### Exercise brief
Word for word, restate the records that follow.

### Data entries

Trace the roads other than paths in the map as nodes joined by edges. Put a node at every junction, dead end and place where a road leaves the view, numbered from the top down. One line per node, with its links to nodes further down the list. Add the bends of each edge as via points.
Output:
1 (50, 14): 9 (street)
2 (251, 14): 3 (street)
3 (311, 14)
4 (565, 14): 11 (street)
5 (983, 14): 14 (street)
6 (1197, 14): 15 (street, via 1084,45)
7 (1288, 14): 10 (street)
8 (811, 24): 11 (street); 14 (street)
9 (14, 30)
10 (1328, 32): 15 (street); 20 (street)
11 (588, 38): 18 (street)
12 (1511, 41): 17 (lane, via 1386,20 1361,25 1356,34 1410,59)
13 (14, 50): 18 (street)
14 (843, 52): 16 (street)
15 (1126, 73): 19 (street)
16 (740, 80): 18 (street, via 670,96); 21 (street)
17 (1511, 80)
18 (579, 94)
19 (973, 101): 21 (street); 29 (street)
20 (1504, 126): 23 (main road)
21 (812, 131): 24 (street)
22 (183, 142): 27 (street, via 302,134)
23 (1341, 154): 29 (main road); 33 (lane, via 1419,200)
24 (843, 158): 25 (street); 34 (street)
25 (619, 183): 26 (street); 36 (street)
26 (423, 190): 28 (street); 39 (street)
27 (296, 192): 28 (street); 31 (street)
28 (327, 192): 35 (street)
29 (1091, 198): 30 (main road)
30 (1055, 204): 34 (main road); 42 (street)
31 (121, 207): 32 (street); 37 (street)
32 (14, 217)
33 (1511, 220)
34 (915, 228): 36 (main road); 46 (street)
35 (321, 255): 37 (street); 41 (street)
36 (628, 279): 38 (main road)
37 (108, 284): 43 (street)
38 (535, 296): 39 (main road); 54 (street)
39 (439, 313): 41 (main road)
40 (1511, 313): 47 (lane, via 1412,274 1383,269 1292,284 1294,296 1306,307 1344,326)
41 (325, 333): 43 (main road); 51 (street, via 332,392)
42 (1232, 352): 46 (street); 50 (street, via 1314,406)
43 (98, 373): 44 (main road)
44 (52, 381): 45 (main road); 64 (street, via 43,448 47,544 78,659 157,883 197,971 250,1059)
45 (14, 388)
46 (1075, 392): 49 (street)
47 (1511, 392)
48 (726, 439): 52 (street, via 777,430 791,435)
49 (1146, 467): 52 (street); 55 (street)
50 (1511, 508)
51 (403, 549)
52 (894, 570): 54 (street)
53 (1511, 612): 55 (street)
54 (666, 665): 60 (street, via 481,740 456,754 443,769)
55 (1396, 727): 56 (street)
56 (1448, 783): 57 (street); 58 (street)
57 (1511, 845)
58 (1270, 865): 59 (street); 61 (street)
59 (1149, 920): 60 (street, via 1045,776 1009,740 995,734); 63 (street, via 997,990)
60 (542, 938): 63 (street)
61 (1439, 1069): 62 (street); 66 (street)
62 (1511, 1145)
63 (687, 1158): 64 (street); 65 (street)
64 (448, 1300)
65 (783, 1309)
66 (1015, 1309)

### Result
Trace the roads other than paths in the map as nodes joined by edges. Put a node at every junction, dead end and place where a road leaves the view, numbered from the top down. One line per node, with its links to nodes further down the list. Add the bends of each edge as via points.
Output:
1 (50, 14): 9 (street)
2 (251, 14): 3 (street)
3 (311, 14)
4 (565, 14): 11 (street)
5 (983, 14): 14 (street)
6 (1197, 14): 15 (street, via 1084,45)
7 (1288, 14): 10 (street)
8 (811, 24): 11 (street); 14 (street)
9 (14, 30)
10 (1328, 32): 15 (street); 20 (street)
11 (588, 38): 18 (street)
12 (1511, 41): 17 (lane, via 1386,20 1361,25 1356,34 1410,59)
13 (14, 50): 18 (street)
14 (843, 52): 16 (street)
15 (1126, 73): 19 (street)
16 (740, 80): 18 (street, via 670,96); 21 (street)
17 (1511, 80)
18 (579, 94)
19 (973, 101): 21 (street); 29 (street)
20 (1504, 126): 23 (main road)
21 (812, 131): 24 (street)
22 (183, 142): 27 (street, via 302,134)
23 (1341, 154): 29 (main road); 33 (lane, via 1419,200)
24 (843, 158): 25 (street); 34 (street)
25 (619, 183): 26 (street); 36 (street)
26 (423, 190): 28 (street); 39 (street)
27 (296, 192): 28 (street); 31 (street)
28 (327, 192): 35 (street)
29 (1091, 198): 30 (main road)
30 (1055, 204): 34 (main road); 42 (street)
31 (121, 207): 32 (street); 37 (street)
32 (14, 217)
33 (1511, 220)
34 (915, 228): 36 (main road); 46 (street)
35 (321, 255): 37 (street); 41 (street)
36 (628, 279): 38 (main road)
37 (108, 284): 43 (street)
38 (535, 296): 39 (main road); 54 (street)
39 (439, 313): 41 (main road)
40 (1511, 313): 47 (lane, via 1412,274 1383,269 1292,284 1294,296 1306,307 1344,326)
41 (325, 333): 43 (main road); 51 (street, via 332,392)
42 (1232, 352): 46 (street); 50 (street, via 1314,406)
43 (98, 373): 44 (main road)
44 (52, 381): 45 (main road); 64 (street, via 43,448 47,544 78,659 157,883 197,971 250,1059)
45 (14, 388)
46 (1075, 392): 49 (street)
47 (1511, 392)
48 (726, 439): 52 (street, via 777,430 791,435)
49 (1146, 467): 52 (street); 55 (street)
50 (1511, 508)
51 (403, 549)
52 (894, 570): 54 (street)
53 (1511, 612): 55 (street)
54 (666, 665): 60 (street, via 481,740 456,754 443,769)
55 (1396, 727): 56 (street)
56 (1448, 783): 57 (street); 58 (street)
57 (1511, 845)
58 (1270, 865): 59 (street); 61 (street)
59 (1149, 920): 60 (street, via 1045,776 1009,740 995,734); 63 (street, via 997,990)
60 (542, 938): 63 (street)
61 (1439, 1069): 62 (street); 66 (street)
62 (1511, 1145)
63 (687, 1158): 64 (street); 65 (street)
64 (448, 1300)
65 (783, 1309)
66 (1015, 1309)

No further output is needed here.